[TASK INPUTS Boundary: Start]

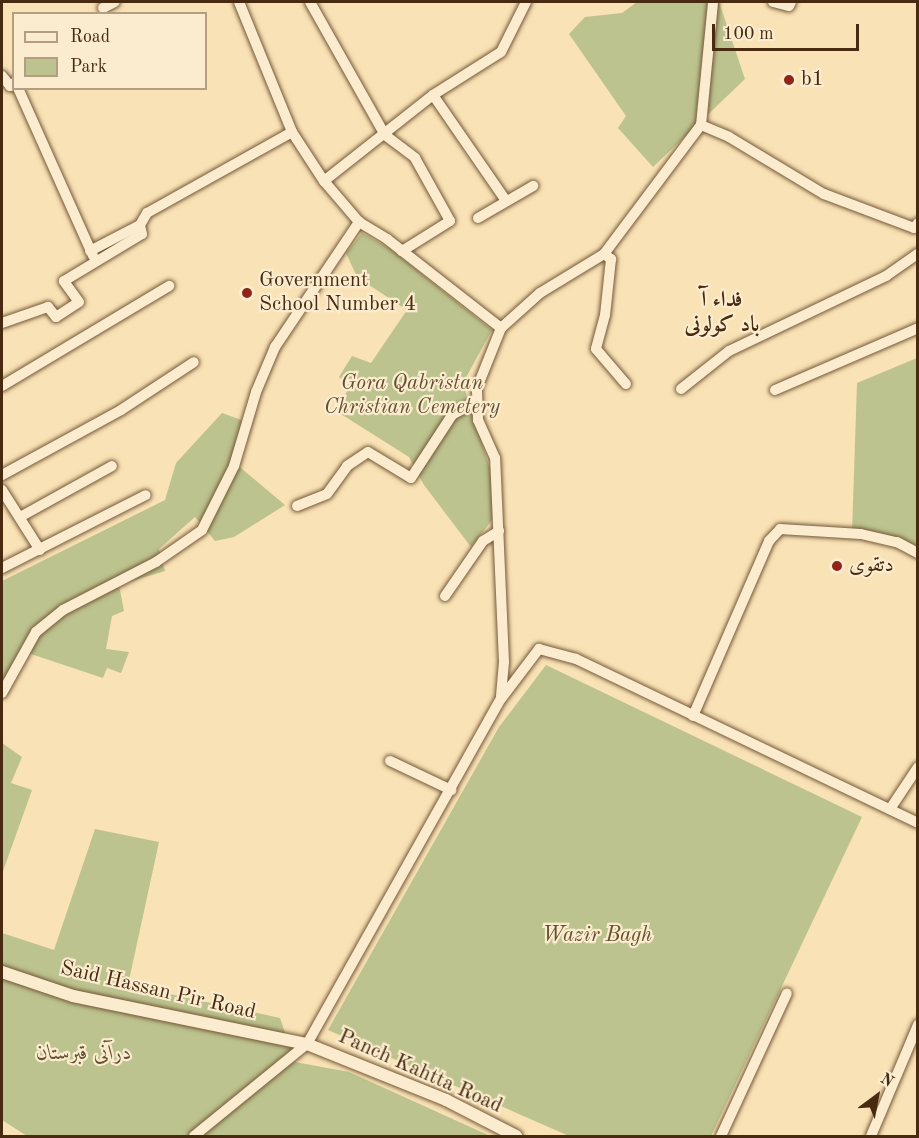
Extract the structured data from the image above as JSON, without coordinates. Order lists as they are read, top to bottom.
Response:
{
  "streets": {
    "street": ["Said Hassan Pir Road", "Panch Kahtta Road"]
  },
  "crossings": [
    ["Said Hassan Pir Road", "Panch Kahtta Road"]
  ],
  "districts": ["فداء آ باد کولونی"],
  "parks": ["Gora Qabristan Christian Cemetery", "Wazir Bagh", "درآنی قبرستان"],
  "places": ["b1", "Government School Number 4", "دتقوى"],
  "legend": ["Road", "Park"],
  "scale_bar": "100 m",
  "north": "top right"
}
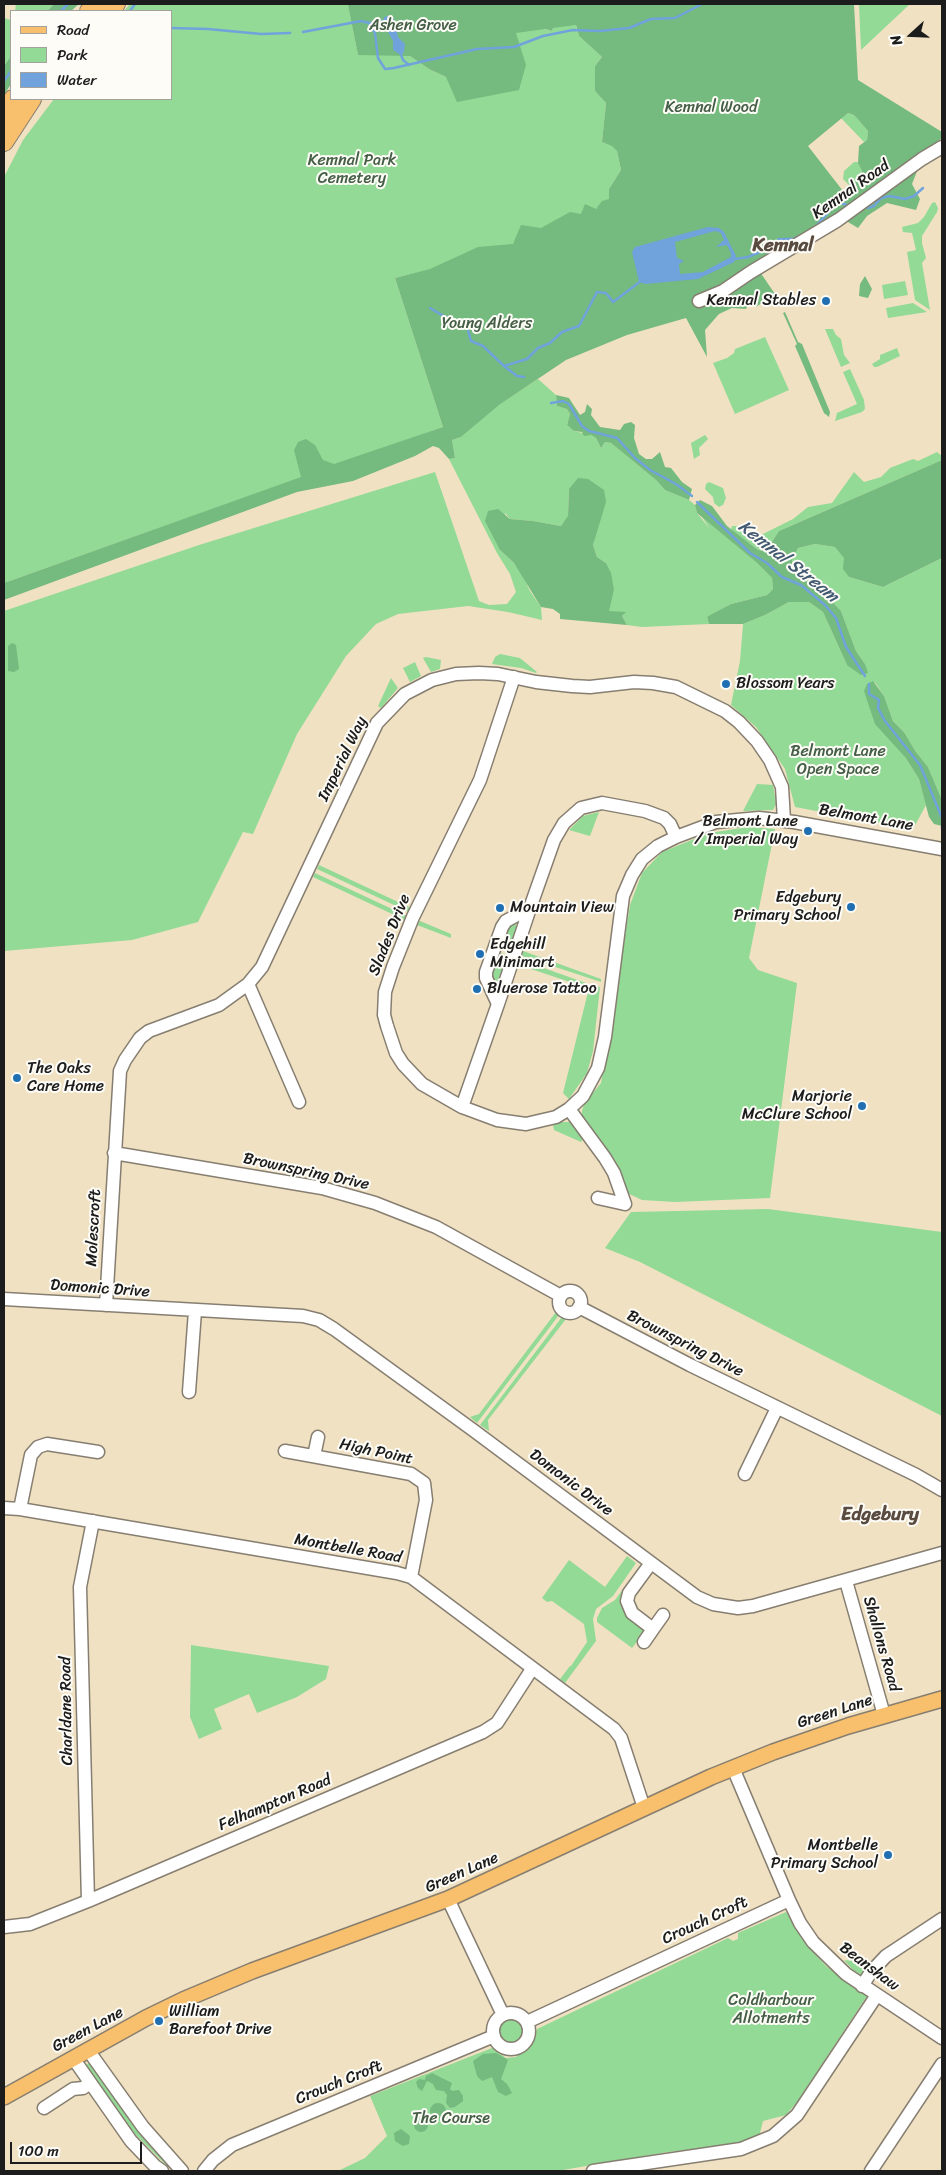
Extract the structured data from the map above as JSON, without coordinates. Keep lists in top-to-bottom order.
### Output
{
  "streets": {
    "main road": ["Green Lane"],
    "street": [
      "Kemnal Road",
      "Imperial Way",
      "Belmont Lane",
      "Slades Drive",
      "Brownspring Drive",
      "Molescroft",
      "Domonic Drive",
      "High Point",
      "Montbelle Road",
      "Shallons Road",
      "Charldane Road",
      "Felhampton Road",
      "Crouch Croft",
      "Beanshaw"
    ]
  },
  "crossings": [
    ["Imperial Way", "Belmont Lane"],
    ["Imperial Way", "Slades Drive"],
    ["Imperial Way", "Brownspring Drive"],
    ["Imperial Way", "Molescroft"],
    ["Belmont Lane", "Slades Drive"],
    ["Brownspring Drive", "Molescroft"],
    ["Molescroft", "Domonic Drive"],
    ["Domonic Drive", "Shallons Road"],
    ["High Point", "Montbelle Road"],
    ["Montbelle Road", "Charldane Road"],
    ["Montbelle Road", "Green Lane"],
    ["Montbelle Road", "Felhampton Road"],
    ["Shallons Road", "Green Lane"],
    ["Charldane Road", "Felhampton Road"],
    ["Green Lane", "Beanshaw"],
    ["Crouch Croft", "Beanshaw"]
  ],
  "districts": ["Kemnal", "Edgebury"],
  "water": ["Kemnal Stream"],
  "parks": [
    "Ashen Grove",
    "Kemnal Wood",
    "Kemnal Park Cemetery",
    "Young Alders",
    "Belmont Lane Open Space",
    "Coldharbour Allotments",
    "The Course"
  ],
  "places": [
    "Kemnal Stables",
    "Blossom Years",
    "Belmont Lane / Imperial Way",
    "Edgebury Primary School",
    "Mountain View",
    "Edgehill Minimart",
    "Bluerose Tattoo",
    "The Oaks Care Home",
    "Marjorie McClure School",
    "Montbelle Primary School",
    "William Barefoot Drive"
  ],
  "legend": ["Road", "Park", "Water"],
  "scale_bar": "100 m",
  "north": "left"
}
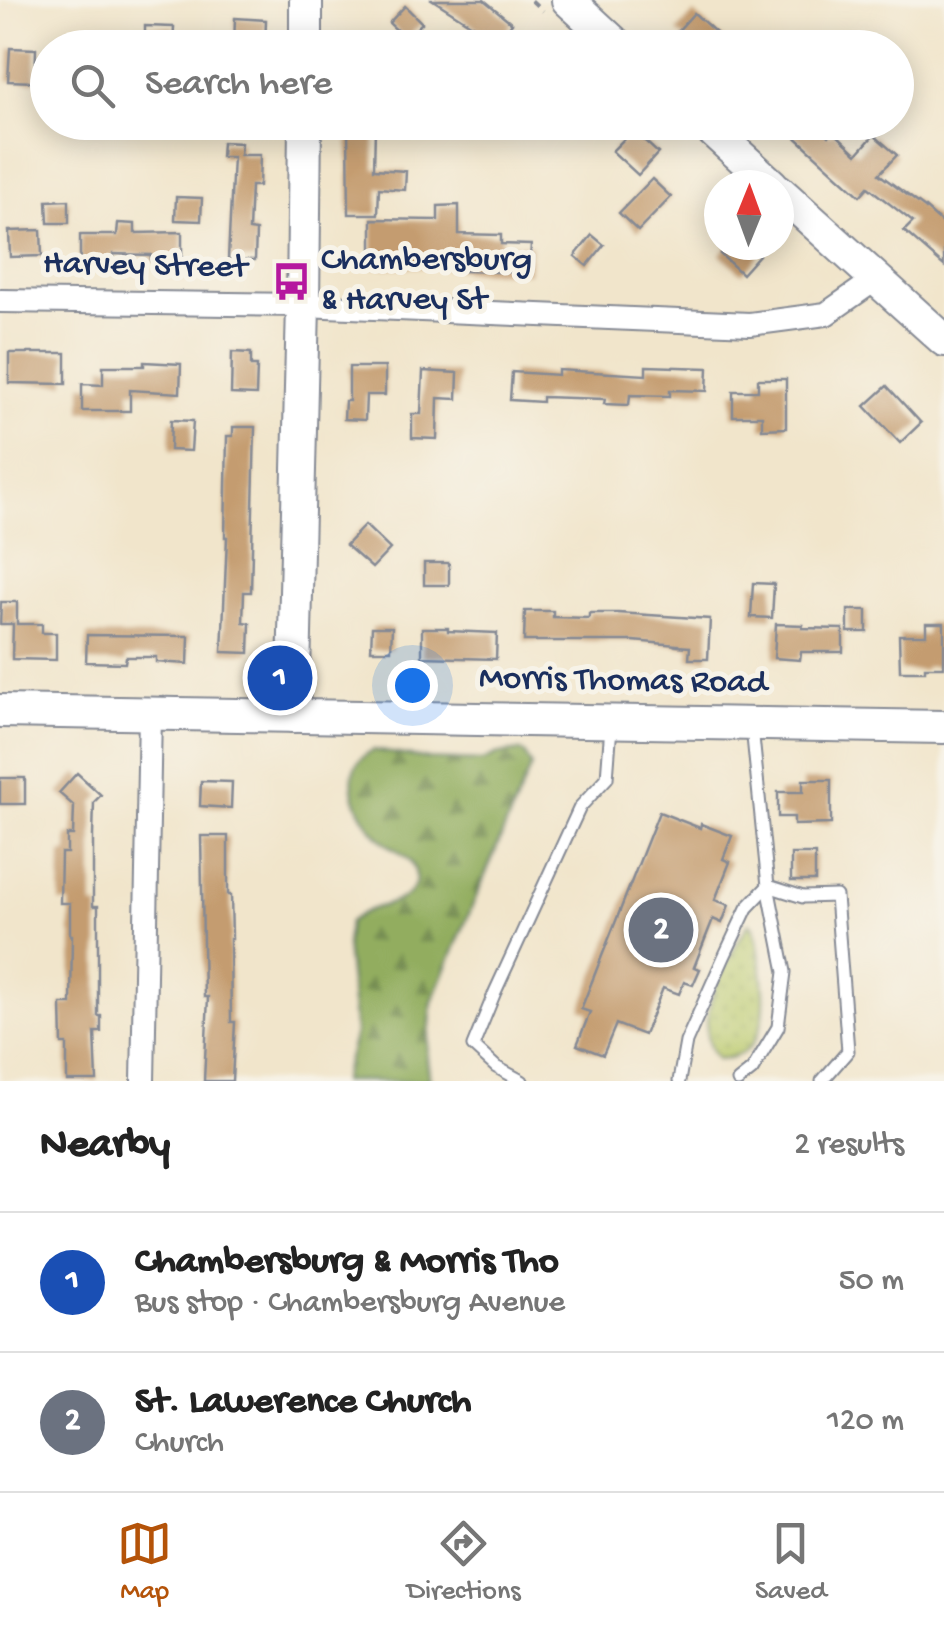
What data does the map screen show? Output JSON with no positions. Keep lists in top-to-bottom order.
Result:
{
  "streets": {
    "main road": ["Morris Thomas Road"],
    "street": ["Harvey Street"]
  },
  "places": {
    "bus stop": ["Chambersburg & Harvey St"]
  },
  "north": "top",
  "page": {
    "search": "Search here",
    "pins": ["1", "2"],
    "heading": ["Nearby", "2 results"],
    "list": [
      {
        "mark": "1",
        "name": "Chambersburg & Morris Tho",
        "note": "Bus stop · Chambersburg Avenue",
        "value": "50 m"
      },
      {
        "mark": "2",
        "name": "St. Lawerence Church",
        "note": "Church",
        "value": "120 m"
      }
    ],
    "nav": ["Map", "Directions", "Saved"]
  }
}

[TASK INPUTS Boundary: End]

# WHAT TO WORK ON
Note each line of the material holding "Shallons" and copy it out.

# EXERCISE OUTPUT
      "Shallons Road",
    ["Domonic Drive", "Shallons Road"],
    ["Shallons Road", "Green Lane"],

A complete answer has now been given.